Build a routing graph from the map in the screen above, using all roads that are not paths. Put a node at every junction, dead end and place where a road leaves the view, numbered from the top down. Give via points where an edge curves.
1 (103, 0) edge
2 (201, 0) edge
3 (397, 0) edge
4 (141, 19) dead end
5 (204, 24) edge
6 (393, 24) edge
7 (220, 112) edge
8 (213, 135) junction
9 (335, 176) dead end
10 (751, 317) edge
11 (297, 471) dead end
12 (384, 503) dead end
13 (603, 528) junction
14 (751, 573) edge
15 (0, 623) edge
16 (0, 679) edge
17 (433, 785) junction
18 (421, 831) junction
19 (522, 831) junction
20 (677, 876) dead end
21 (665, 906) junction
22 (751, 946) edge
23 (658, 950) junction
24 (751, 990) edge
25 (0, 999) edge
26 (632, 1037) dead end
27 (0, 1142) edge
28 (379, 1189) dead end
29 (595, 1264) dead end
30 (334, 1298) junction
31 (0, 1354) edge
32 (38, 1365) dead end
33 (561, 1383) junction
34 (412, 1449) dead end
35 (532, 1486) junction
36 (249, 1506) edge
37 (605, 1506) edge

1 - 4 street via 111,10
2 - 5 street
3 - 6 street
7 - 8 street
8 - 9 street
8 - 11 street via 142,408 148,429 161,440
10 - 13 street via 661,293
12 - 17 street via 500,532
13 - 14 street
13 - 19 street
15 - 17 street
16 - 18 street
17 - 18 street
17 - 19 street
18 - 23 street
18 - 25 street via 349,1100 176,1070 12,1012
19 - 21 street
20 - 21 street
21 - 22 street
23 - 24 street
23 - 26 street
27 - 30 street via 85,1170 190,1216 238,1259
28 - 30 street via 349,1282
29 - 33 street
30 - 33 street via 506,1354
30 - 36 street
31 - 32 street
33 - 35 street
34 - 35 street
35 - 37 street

--

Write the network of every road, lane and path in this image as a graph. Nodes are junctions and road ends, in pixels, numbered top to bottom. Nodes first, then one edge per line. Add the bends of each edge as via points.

--

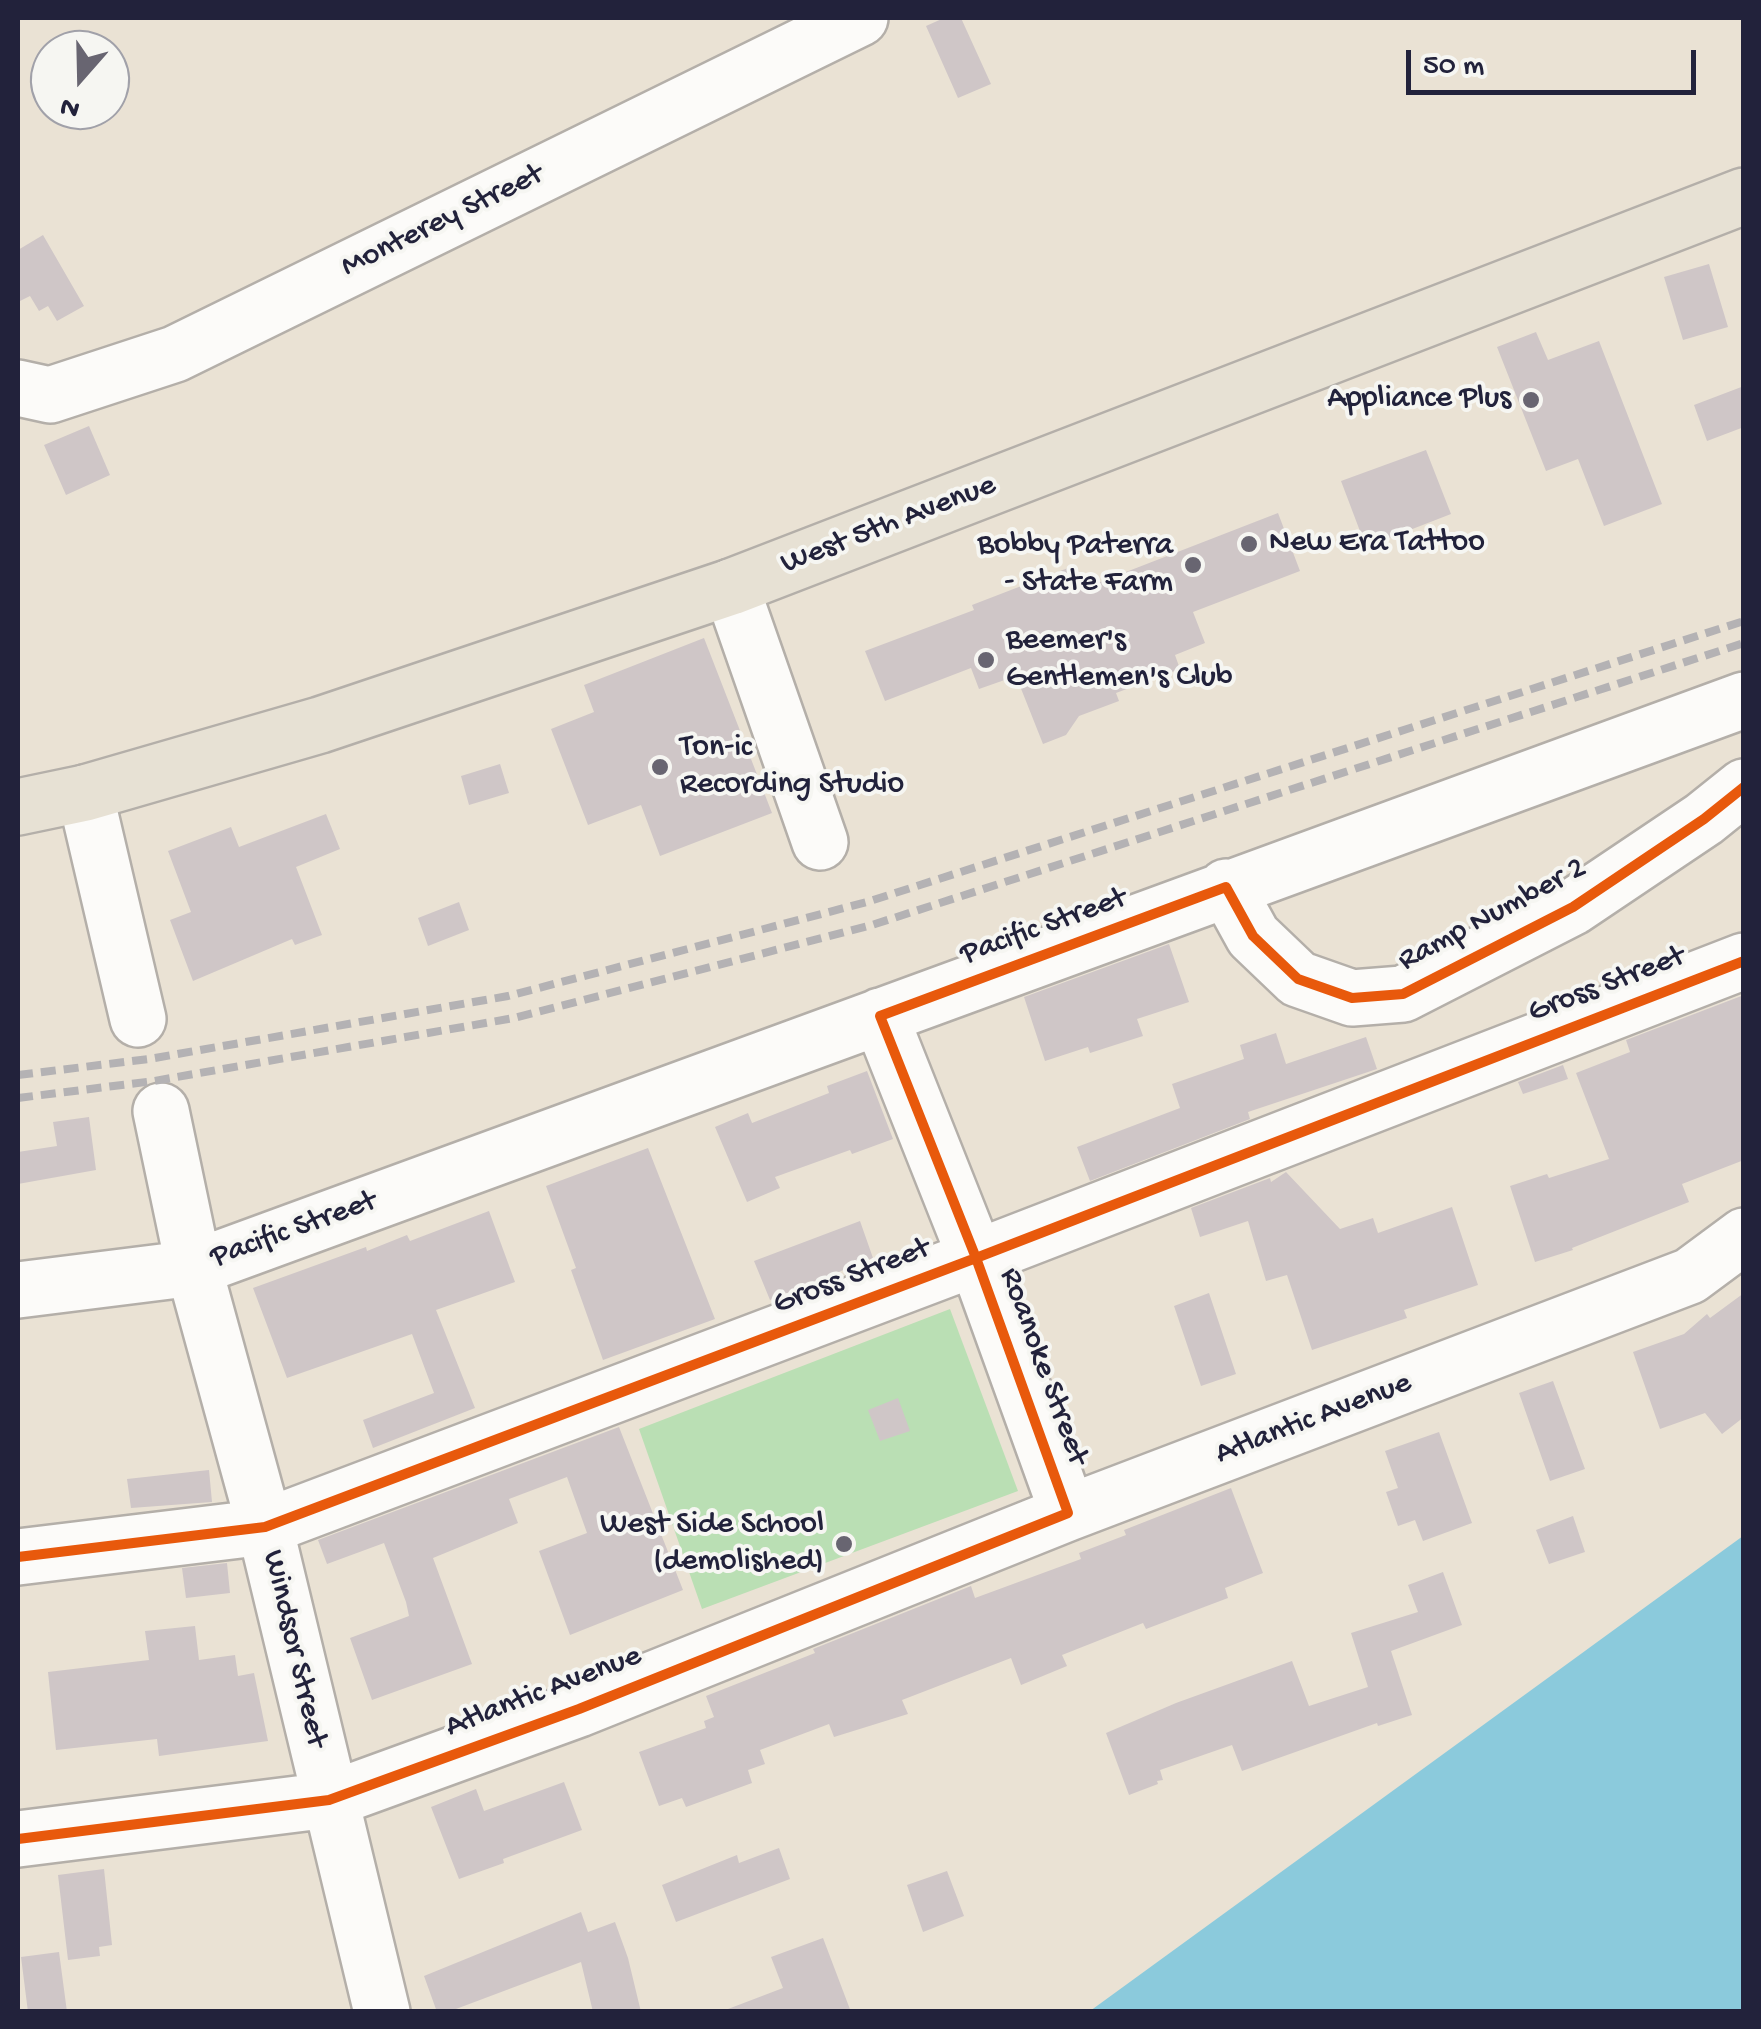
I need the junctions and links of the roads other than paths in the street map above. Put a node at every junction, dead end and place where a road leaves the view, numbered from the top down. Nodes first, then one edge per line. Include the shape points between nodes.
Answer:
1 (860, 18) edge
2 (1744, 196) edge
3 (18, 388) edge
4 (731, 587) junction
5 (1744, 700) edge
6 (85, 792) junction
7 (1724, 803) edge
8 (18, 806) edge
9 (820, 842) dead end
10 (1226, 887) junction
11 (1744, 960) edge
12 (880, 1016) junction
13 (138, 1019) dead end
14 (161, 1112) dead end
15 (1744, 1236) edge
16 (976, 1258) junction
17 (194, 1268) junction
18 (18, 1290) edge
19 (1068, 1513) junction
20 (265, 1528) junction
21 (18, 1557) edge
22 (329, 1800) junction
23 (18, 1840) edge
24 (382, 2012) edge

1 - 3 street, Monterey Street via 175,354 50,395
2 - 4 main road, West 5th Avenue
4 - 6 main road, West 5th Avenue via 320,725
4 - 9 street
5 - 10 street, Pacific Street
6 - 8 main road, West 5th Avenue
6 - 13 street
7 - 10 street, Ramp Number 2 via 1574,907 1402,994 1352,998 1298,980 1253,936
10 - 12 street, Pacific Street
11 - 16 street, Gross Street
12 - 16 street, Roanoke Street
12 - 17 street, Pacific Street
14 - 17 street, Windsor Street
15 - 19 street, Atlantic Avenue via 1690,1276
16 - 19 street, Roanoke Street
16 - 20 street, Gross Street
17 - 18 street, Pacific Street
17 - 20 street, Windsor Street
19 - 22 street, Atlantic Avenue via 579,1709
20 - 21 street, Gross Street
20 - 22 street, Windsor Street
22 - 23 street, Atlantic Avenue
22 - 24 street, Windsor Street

**ABOUT THIS TASK:** Copy every line of the data that holds the string "junctions".

**SOLUTION TO THE PROBLEM:**
Write the network of every road, lane and path in this image as a graph. Nodes are junctions and road ends, in pixels, numbered top to bottom. Nodes first, then one edge per line. Add the bends of each edge as via points.
I need the junctions and links of the roads other than paths in the street map above. Put a node at every junction, dead end and place where a road leaves the view, numbered from the top down. Nodes first, then one edge per line. Include the shape points between nodes.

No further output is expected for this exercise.